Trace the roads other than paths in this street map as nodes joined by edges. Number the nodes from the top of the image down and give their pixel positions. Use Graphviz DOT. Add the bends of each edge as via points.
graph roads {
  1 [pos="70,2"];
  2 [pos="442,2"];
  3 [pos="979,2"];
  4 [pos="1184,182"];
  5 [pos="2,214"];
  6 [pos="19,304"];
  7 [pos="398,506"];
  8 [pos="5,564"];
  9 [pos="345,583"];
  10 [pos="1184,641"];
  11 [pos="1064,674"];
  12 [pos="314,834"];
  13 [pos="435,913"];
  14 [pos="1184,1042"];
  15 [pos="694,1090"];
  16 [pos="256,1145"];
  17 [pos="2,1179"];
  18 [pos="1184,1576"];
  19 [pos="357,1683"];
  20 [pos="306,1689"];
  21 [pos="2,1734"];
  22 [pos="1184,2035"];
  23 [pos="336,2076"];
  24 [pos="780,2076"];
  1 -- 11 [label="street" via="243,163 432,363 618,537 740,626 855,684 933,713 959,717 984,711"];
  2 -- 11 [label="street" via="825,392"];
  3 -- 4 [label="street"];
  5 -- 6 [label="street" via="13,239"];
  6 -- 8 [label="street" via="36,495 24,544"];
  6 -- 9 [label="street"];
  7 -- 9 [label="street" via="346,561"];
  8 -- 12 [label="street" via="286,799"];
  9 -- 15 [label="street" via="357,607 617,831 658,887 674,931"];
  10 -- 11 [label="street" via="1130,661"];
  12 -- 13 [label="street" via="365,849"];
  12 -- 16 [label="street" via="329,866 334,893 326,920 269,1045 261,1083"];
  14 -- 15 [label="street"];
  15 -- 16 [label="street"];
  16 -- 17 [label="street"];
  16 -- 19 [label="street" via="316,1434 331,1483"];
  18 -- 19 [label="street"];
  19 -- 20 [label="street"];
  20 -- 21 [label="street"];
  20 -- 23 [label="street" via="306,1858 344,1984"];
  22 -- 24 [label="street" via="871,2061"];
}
—————
## What the exercise asks
Read the listing above, then copy every line that includes the string "roads".

## Exercise answer
Trace the roads other than paths in this street map as nodes joined by edges. Number the nodes from the top of the image down and give their pixel positions. Use Graphviz DOT. Add the bends of each edge as via points.
graph roads {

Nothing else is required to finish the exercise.